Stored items

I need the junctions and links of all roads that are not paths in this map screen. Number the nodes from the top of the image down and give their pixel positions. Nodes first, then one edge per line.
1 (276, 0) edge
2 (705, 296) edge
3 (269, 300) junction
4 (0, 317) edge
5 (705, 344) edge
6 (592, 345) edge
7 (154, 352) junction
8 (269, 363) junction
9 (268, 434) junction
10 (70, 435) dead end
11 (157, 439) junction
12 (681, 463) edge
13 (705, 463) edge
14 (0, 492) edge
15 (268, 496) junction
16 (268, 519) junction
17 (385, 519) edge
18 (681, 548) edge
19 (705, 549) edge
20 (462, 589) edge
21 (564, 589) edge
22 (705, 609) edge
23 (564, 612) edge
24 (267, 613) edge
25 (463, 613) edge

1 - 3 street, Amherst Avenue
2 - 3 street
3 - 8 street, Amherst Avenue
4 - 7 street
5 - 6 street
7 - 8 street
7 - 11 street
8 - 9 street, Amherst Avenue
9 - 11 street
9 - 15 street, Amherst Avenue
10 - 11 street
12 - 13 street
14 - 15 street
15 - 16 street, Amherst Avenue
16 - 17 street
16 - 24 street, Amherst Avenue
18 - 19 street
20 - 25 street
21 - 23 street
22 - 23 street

Brief: Each record above must be given again exactly as written.

Response for this exercise:
I need the junctions and links of all roads that are not paths in this map screen. Number the nodes from the top of the image down and give their pixel positions. Nodes first, then one edge per line.
1 (276, 0) edge
2 (705, 296) edge
3 (269, 300) junction
4 (0, 317) edge
5 (705, 344) edge
6 (592, 345) edge
7 (154, 352) junction
8 (269, 363) junction
9 (268, 434) junction
10 (70, 435) dead end
11 (157, 439) junction
12 (681, 463) edge
13 (705, 463) edge
14 (0, 492) edge
15 (268, 496) junction
16 (268, 519) junction
17 (385, 519) edge
18 (681, 548) edge
19 (705, 549) edge
20 (462, 589) edge
21 (564, 589) edge
22 (705, 609) edge
23 (564, 612) edge
24 (267, 613) edge
25 (463, 613) edge

1 - 3 street, Amherst Avenue
2 - 3 street
3 - 8 street, Amherst Avenue
4 - 7 street
5 - 6 street
7 - 8 street
7 - 11 street
8 - 9 street, Amherst Avenue
9 - 11 street
9 - 15 street, Amherst Avenue
10 - 11 street
12 - 13 street
14 - 15 street
15 - 16 street, Amherst Avenue
16 - 17 street
16 - 24 street, Amherst Avenue
18 - 19 street
20 - 25 street
21 - 23 street
22 - 23 street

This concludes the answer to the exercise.